I prefer the iPhone 13 Pro Max as it already has a great mic and excellent photo quality.

You can also use your computer if you want to get fancy.

I prefer using my Mac book Pro because, as a creator, it allows a lot of versatility.

You can also use Windows machines, but I prefer Macs.

Step 2: You will need a primary microphone.

I debated on this for a long while about which microphone to select.

If you did not know this about me, I am a former audiophile who used to play in bands and became a music snob at one point in my life.

I tested the microphone on my phone just to see what I could do with it.

It sounded horrible as the pickup pattern that the microphone on the iPhone uses was too broad.

It picked up the neighbors screaming children, dogs barking in the streets, and many cars going by.

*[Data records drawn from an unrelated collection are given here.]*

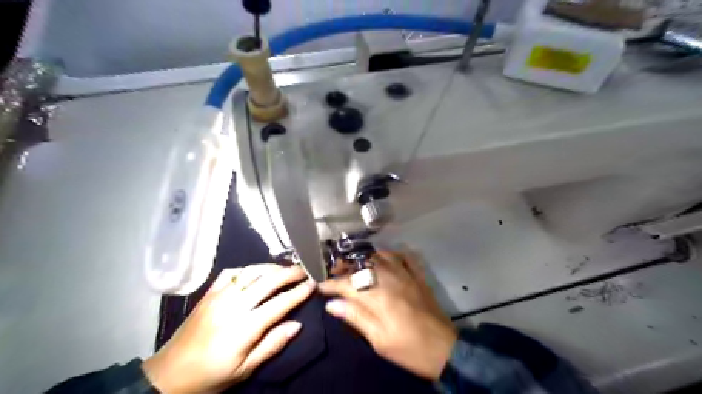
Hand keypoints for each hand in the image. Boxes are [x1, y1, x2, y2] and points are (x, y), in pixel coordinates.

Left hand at [141, 264, 314, 391]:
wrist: (167, 376)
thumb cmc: (210, 376)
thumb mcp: (244, 370)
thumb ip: (272, 344)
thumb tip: (297, 324)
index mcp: (243, 328)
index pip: (279, 303)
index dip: (299, 292)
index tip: (314, 284)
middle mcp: (232, 305)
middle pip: (268, 281)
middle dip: (290, 273)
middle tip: (305, 270)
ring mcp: (218, 296)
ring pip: (251, 272)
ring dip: (272, 267)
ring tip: (286, 268)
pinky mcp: (208, 293)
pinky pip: (232, 272)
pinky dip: (248, 269)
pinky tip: (256, 272)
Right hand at [320, 251, 461, 378]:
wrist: (445, 349)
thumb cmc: (409, 348)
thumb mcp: (379, 340)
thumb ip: (356, 317)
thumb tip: (332, 304)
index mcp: (379, 295)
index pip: (348, 283)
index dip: (331, 283)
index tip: (320, 285)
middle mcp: (390, 278)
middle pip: (362, 263)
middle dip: (344, 265)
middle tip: (333, 272)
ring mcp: (406, 274)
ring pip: (379, 255)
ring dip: (363, 258)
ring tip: (353, 265)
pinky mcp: (417, 276)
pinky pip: (402, 256)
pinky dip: (389, 254)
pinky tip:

The audiophile in me cringed very hard.

So I bought a few microphones to test which I like the most:

All of these microphones were within my budget. They exceeded the quality of my iPhone while satisfying the audiophile in me.

Between the three different microphones, while I love the Shure SM58, I had to rule it out of the running as it does not easily fit in my backpack with a mixer and XLR cable.

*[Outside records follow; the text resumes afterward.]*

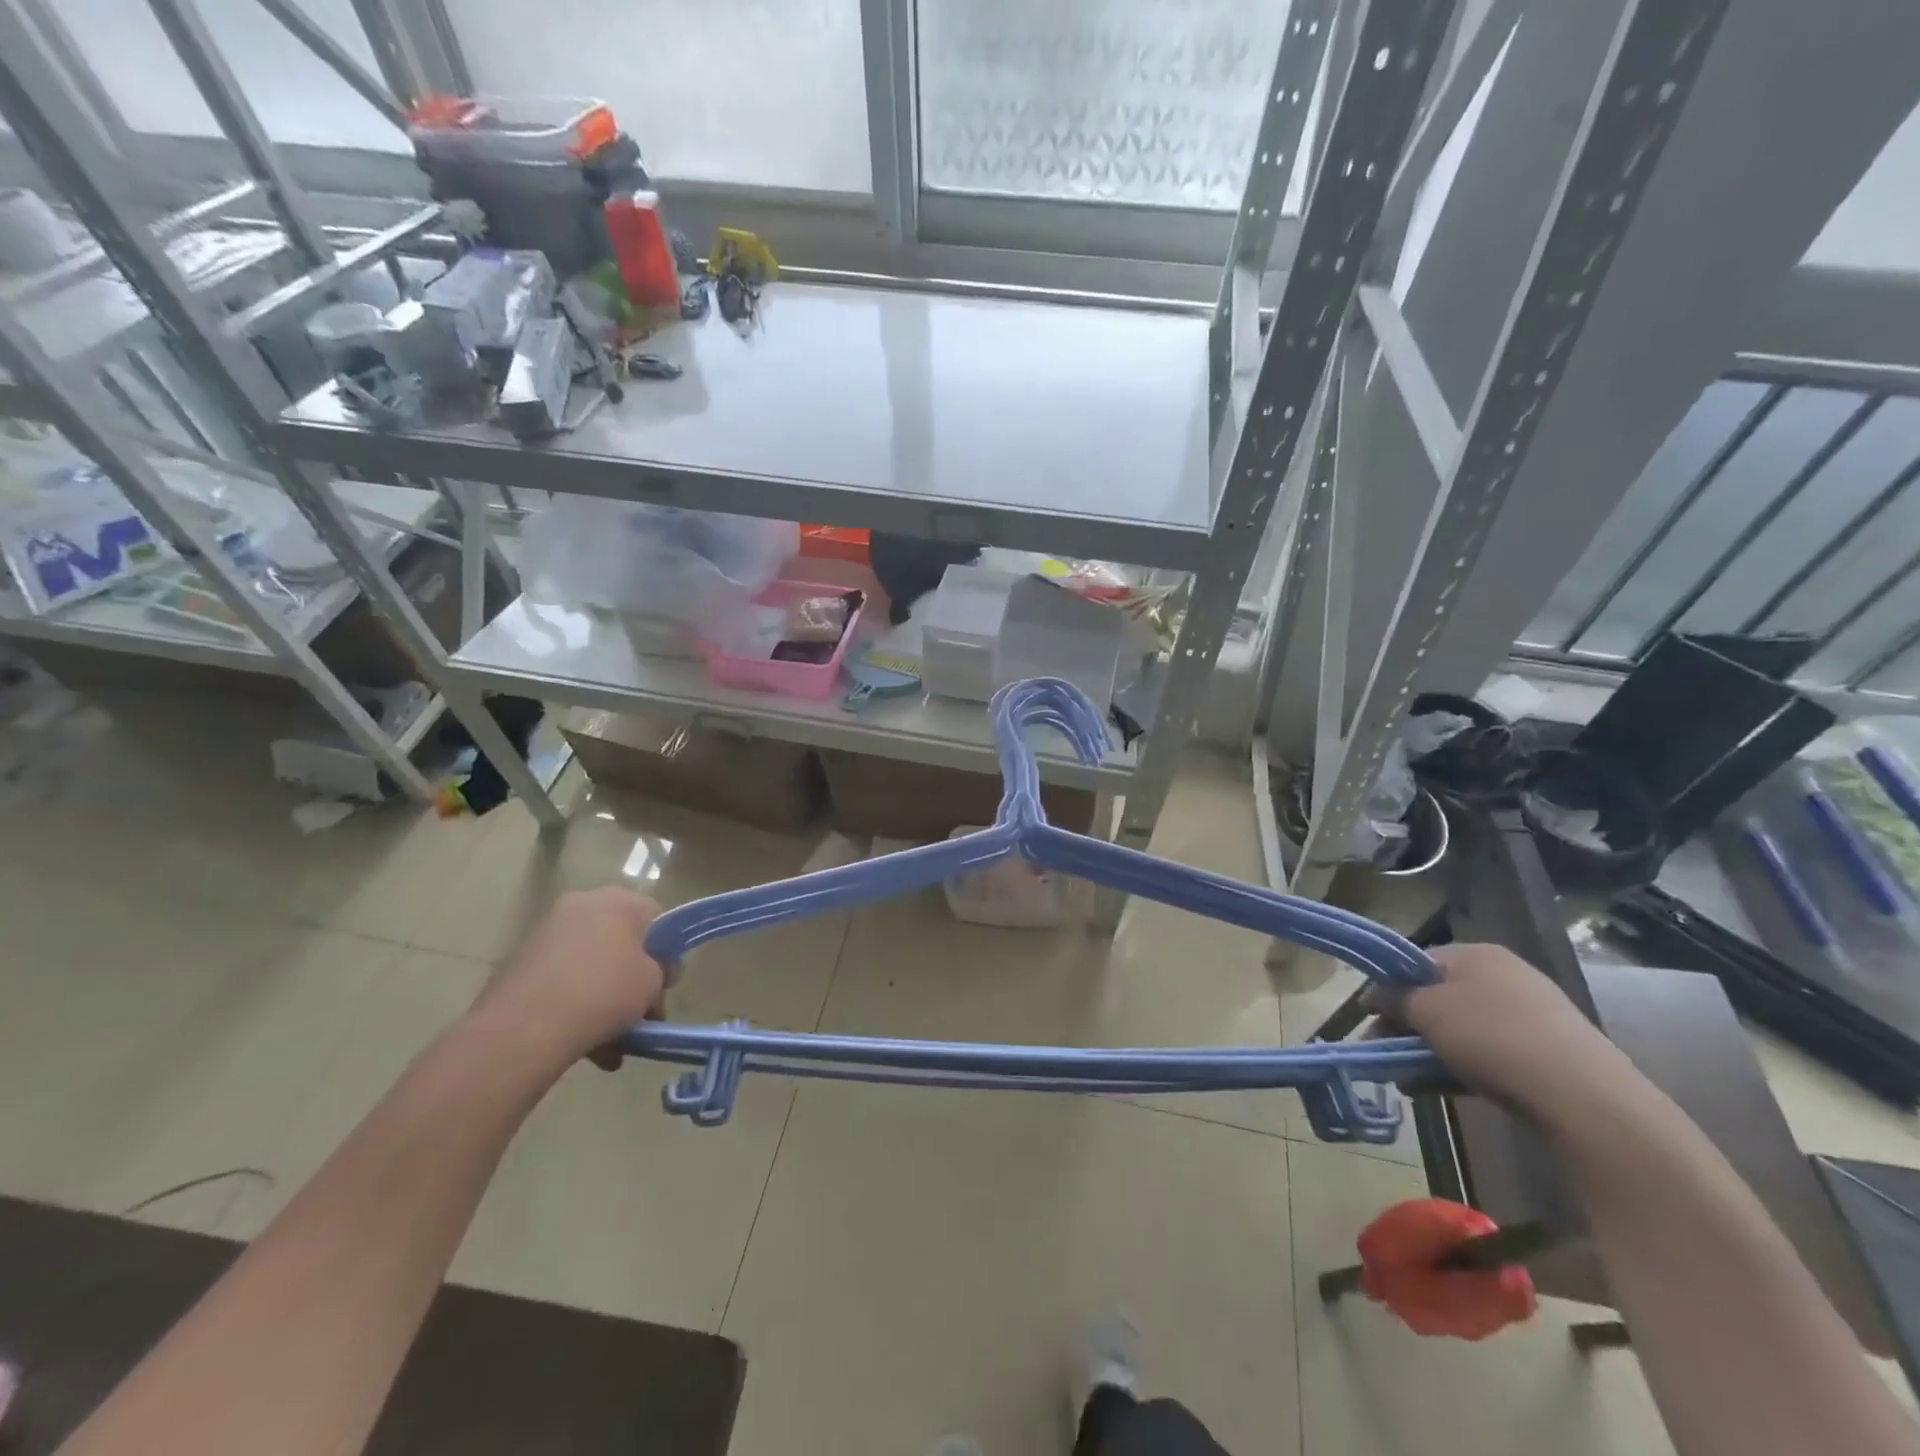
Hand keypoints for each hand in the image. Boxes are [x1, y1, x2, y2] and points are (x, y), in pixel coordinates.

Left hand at [471, 888, 665, 1077]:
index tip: (663, 983)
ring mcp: (545, 933)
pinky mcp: (519, 963)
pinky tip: (586, 1046)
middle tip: (640, 1013)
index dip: (664, 951)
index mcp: (617, 899)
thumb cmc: (604, 992)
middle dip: (631, 978)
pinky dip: (575, 1006)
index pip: (654, 916)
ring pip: (590, 965)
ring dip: (604, 999)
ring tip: (613, 1044)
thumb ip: (661, 971)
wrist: (524, 1029)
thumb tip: (653, 973)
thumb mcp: (653, 983)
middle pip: (619, 941)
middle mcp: (580, 905)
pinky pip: (562, 981)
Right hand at [1382, 942, 1634, 1125]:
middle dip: (1408, 1024)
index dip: (1389, 987)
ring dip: (1430, 1050)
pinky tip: (1442, 1089)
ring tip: (1408, 1078)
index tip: (1370, 1017)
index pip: (1418, 961)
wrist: (1584, 1098)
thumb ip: (1394, 998)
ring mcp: (1532, 1015)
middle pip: (1440, 996)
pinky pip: (1490, 1054)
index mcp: (1477, 954)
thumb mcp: (1427, 1011)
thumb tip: (1375, 995)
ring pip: (1463, 1029)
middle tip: (1384, 1051)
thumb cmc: (1492, 1037)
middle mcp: (1506, 976)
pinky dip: (1462, 1067)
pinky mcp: (1549, 1054)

It is a nearly indestructible microphone with an excellent reputation in the audio world. Still, it does not work for my situation of being mobile.

The Logitech Blue Yeti has a solid base and connects via USB to your computer (or cell phone with an adapter).

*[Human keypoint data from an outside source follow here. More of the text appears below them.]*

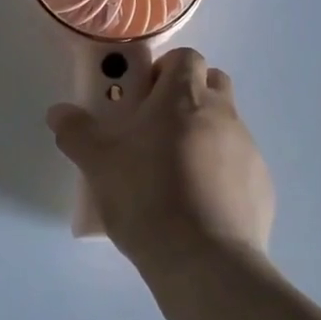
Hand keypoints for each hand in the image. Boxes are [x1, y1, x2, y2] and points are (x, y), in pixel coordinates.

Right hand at [46, 48, 274, 277]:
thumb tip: (58, 113)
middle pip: (212, 83)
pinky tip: (198, 205)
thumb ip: (76, 132)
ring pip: (226, 125)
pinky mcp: (262, 186)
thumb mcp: (98, 164)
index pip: (186, 57)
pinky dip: (222, 173)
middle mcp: (222, 114)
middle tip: (157, 128)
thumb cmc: (146, 196)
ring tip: (174, 173)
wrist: (204, 261)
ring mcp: (248, 150)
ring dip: (204, 135)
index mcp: (184, 97)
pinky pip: (240, 165)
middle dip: (188, 96)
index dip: (164, 70)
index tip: (142, 97)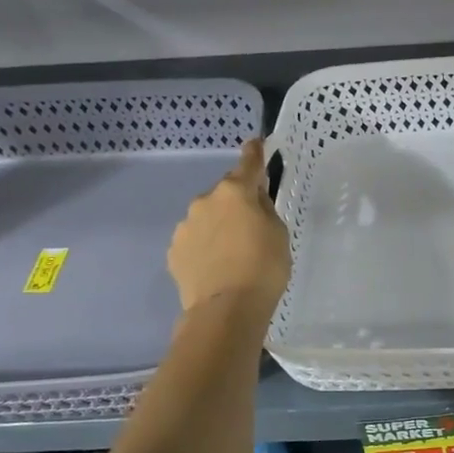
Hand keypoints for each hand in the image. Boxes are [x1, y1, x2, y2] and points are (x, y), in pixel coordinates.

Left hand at [168, 138, 291, 317]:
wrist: (226, 310)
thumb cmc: (264, 268)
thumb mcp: (279, 234)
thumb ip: (265, 211)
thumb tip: (253, 203)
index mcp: (235, 192)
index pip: (248, 163)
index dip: (254, 152)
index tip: (256, 142)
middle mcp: (205, 201)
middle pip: (225, 194)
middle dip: (237, 203)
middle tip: (252, 227)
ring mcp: (185, 226)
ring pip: (207, 217)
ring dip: (218, 226)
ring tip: (232, 254)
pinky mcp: (174, 251)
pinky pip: (194, 240)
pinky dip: (205, 246)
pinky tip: (216, 267)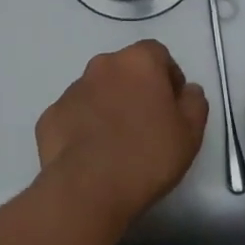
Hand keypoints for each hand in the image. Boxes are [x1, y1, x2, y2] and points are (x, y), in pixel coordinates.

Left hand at [35, 40, 208, 228]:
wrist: (87, 189)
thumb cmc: (147, 155)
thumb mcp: (190, 133)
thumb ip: (195, 103)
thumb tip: (188, 91)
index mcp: (138, 61)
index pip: (158, 54)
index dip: (169, 78)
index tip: (173, 107)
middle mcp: (102, 65)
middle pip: (125, 70)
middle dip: (137, 90)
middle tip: (147, 125)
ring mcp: (72, 89)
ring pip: (97, 91)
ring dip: (109, 107)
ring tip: (117, 144)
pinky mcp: (50, 116)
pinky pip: (75, 115)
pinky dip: (84, 127)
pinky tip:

I enjoy the quality of the audio it produces, but I also ruled it out due to the weight in my backpack.

Being I travel a lot, any amount of weight you can reduce makes a big difference.

So I ended up going with the Boya BY-PM300.

It was surprisingly of equal quality sound to the Blue Yeti and at almost $100 less in its price point.

It is lightweight and easy to carry wherever you need it.

My only downside in selecting the Boya is that it feels like cheap plastic in my hands.

I like things that are well built, and for anyone that is not mobile like me, you might want to go with the Blue Yeti instead.

But this does not affect the sound quality.

Step 3: You will need some software to record with.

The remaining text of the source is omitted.